Sir Isaac Newton may be the deadliest son of a bitch in space, but if you hit LA with a train going lightspeed, Einstein will tell Newton to step aside and let the big boys play.

I was joking on Tumblr that two things I think the US should do are:
1. Revive the Superconducting Supercollider project (canceled in 1993)
2. Build a ton of high speed rail.

So why not combine the two? With a Superconducting Supercollider Train you could cut the travel time between New York & LA down from 6.5 hours to 13 milliseconds!

with the minor downside that if the brakes fail you'll hit LA with more kinetic energy than a supernova, instantly destroying the earth, then the rest of the solar system and any inhabitable worlds within 53 parsecs.

This, by the way (looking up some formulas on Atomic Rockets and a few google searches on the mass of trains and speed of the Large Hadron Collider) is more math than was done on the Hyperloop at any point

multiple people have pointed out that even if the breaks work, they'd have to dissipate 10^46 joules of kinetic energy, which is a LOT of heat to dump into the area.

@foone good news! you won't need brakes, because the hypersonic bow shock in front of the train that is carrying on nuclear fusion of air molecules will definitely slow the train all on its own

Dana Fried

@foone

(it will also destroy the train almost instantly, but the net momentum of the debris will definitely decrease over time)

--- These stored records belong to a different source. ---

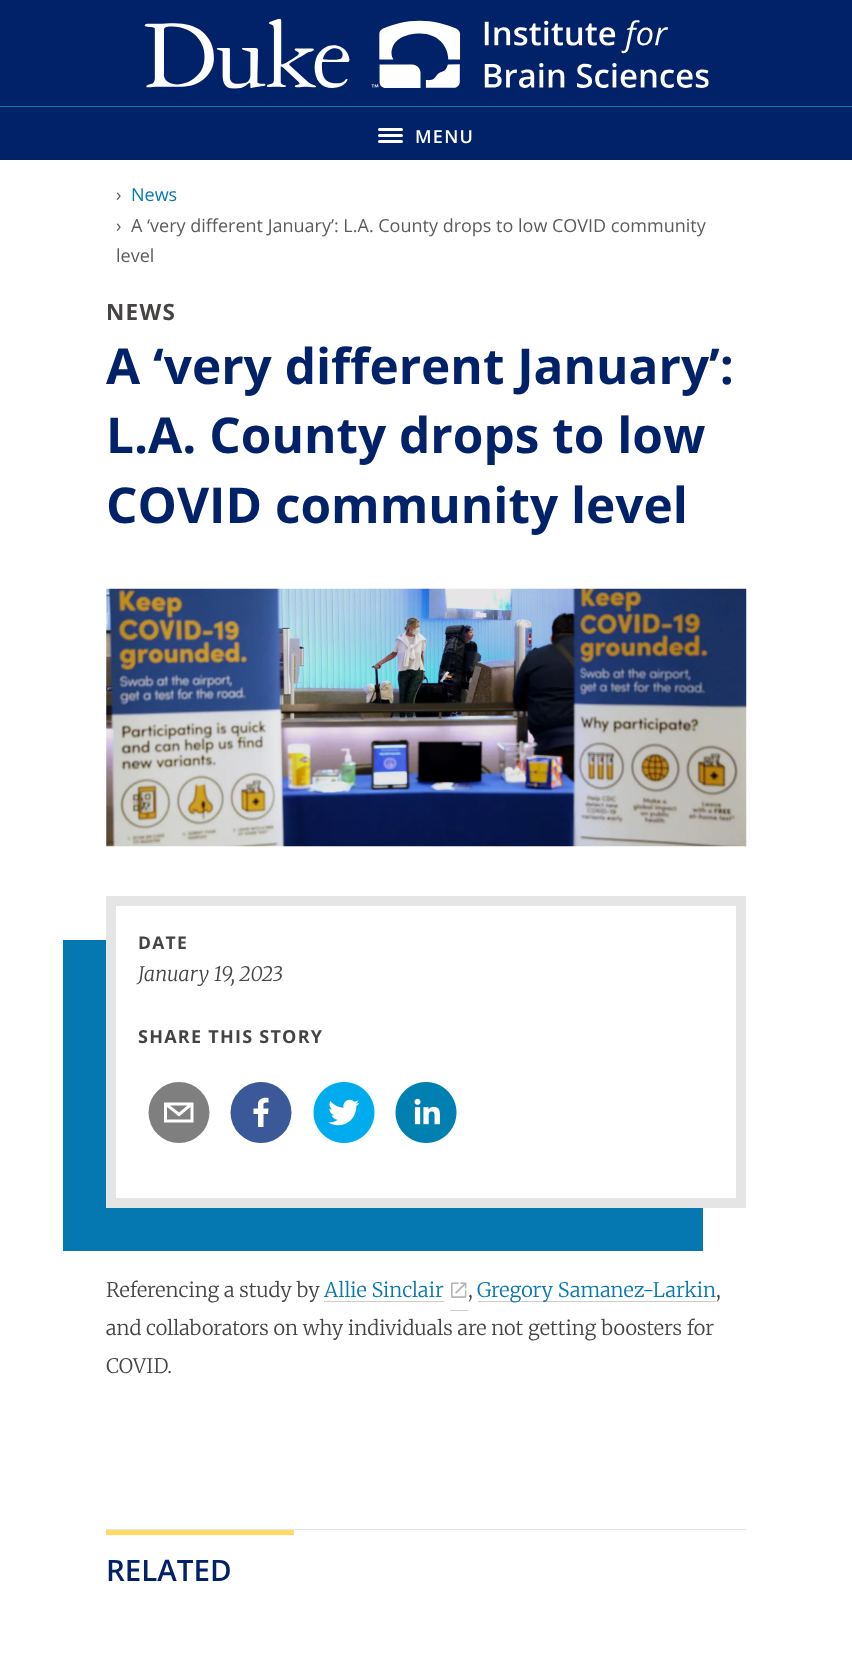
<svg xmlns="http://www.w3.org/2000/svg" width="852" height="1665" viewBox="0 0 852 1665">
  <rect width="100%" height="100%" fill="#ffffff"/>
  <rect x="0" y="0" width="852" height="160" fill="#012169"/>
  <image x="144" y="19" width="565" height="70" href="img1.png"/>
  <rect x="0" y="106" width="852" height="1" fill="#0577b1"/>
  <rect x="378" y="134" width="25" height="3" rx="1.5" fill="#ffffff"/>
  <rect x="378" y="128" width="25" height="3" rx="1.5" fill="#ffffff"/>
  <rect x="378" y="140" width="25" height="3" rx="1.5" fill="#ffffff"/>
  <text x="415" y="143" font-family="Open Sans" font-size="18" font-weight="600" letter-spacing="1.25" fill="#ffffff">MENU</text>
  <text x="116" y="201" font-family="Open Sans" font-size="18" fill="#595c5f">›</text>
  <text x="131" y="201" font-family="Open Sans" font-size="18" fill="#0577b1">News</text>
  <text x="116" y="232" font-family="Open Sans" font-size="18" fill="#595c5f">›</text>
  <text x="131" y="232" font-family="Open Sans" font-size="18" fill="#595c5f">A ‘very different January’: L.A. County drops to low COVID community</text>
  <text x="116" y="262" font-family="Open Sans" font-size="18" fill="#595c5f">level</text>
  <text x="106" y="320" font-family="Open Sans" font-size="22.5" font-weight="bold" letter-spacing="1.25" fill="#464343">NEWS</text>
  <text x="106" y="384" font-family="Open Sans" font-size="49.5" font-weight="bold" fill="#012169">A ‘very different January’:</text>
  <text x="106" y="453" font-family="Open Sans" font-size="49.5" font-weight="bold" fill="#012169">L.A. County drops to low</text>
  <text x="106" y="523" font-family="Open Sans" font-size="49.5" font-weight="bold" fill="#012169">COVID community level</text>
  <image x="106" y="588" width="641" height="259" href="img2.png"/>
  <path d="M63 940V1251H703V1208H106V940Z" fill="#0577b1"/>
  <rect x="111" y="901" width="630" height="302" fill="none" stroke="#e5e5e5" stroke-width="10"/>
  <text x="138" y="949" font-family="Open Sans" font-size="17.5" font-weight="bold" letter-spacing="1.25" fill="#464343">DATE</text>
  <text x="138" y="981" font-family="Merriweather" font-size="20" font-weight="300" font-style="italic" fill="#464343">January 19</text>
  <text x="231" y="981" font-family="Merriweather" font-size="20" font-weight="300" font-style="italic" fill="#464343">, 2023</text>
  <text x="138" y="1043" font-family="Open Sans" font-size="18" font-weight="bold" letter-spacing="1.25" fill="#464343">SHARE THIS STORY</text>
  <circle cx="179" cy="1112.5" r="30.5" fill="#7f7f7f"/>
  <path d="M164 1102.5V1122.5H193.5V1102.5ZM187.5 1105.5L179 1112.5L170 1105.5ZM167 1119.5V1107L179 1116.5L190.5 1107V1119.5Z" fill="#ffffff"/>
  <circle cx="261" cy="1112.5" r="30.5" fill="#3b5998"/>
  <path d="M263.5 1127V1114H268L268.5 1108.5H263.5C263.5 1103 262.5 1102.5 268.5 1102.5V1098C264.5 1097 259 1098 258 1103V1108.5H253.5V1114H258V1127Z" fill="#ffffff"/>
  <image x="313" y="1082" width="62" height="61" href="img3.png"/>
  <image x="395" y="1082" width="62" height="61" href="img4.png"/>
  <text x="106" y="1297" font-family="Merriweather" font-size="20" font-weight="300" fill="#464343">Referencing a study by</text>
  <rect x="324" y="1301" width="120" height="1" fill="#cccccc"/>
  <rect x="450" y="1310" width="18" height="1" fill="#cccccc"/>
  <text x="324" y="1297" font-family="Merriweather" font-size="20" font-weight="300" fill="#0577b1">Allie Sinclair</text>
  <image x="451" y="1282" width="16" height="16" href="img5.png"/>
  <text x="468" y="1297" font-family="Merriweather" font-size="20" font-weight="300" fill="#464343">,</text>
  <rect x="478" y="1301" width="238" height="1" fill="#cccccc"/>
  <text x="477" y="1297" font-family="Merriweather" font-size="20" font-weight="300" fill="#0577b1">Gregory Samanez-Larkin</text>
  <text x="716" y="1297" font-family="Merriweather" font-size="20" font-weight="300" fill="#464343">,</text>
  <text x="106" y="1335" font-family="Merriweather" font-size="20" font-weight="300" fill="#464343">and collaborators on why individuals are not getting boosters for</text>
  <text x="106" y="1373" font-family="Merriweather" font-size="20" font-weight="300" fill="#464343">COVID.</text>
  <rect x="106" y="1529" width="640" height="1" fill="#e5e5e5"/>
  <rect x="106" y="1530" width="188" height="5" fill="#ffd960"/>
  <text x="106" y="1581" font-family="Open Sans" font-size="29.5" font-weight="600" fill="#012169">RELATED</text>
</svg>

@tess yeah it'd very quickly stop being a "train" and become an "expanding plasma cloud"

@foone @tess I've already bought tickets for the first NY-LA trip on this train, but you make it sound dangerous.

@tsturm @foone @tess I mean, I don’t think being on the train is any more dangerous than being anywhere else on the planet.

@tess @foone How much time are we talking about here?

Because I have a feeling that for the first 53 parsecs (172 years) worth of it the momentum of debris is rather well conserved.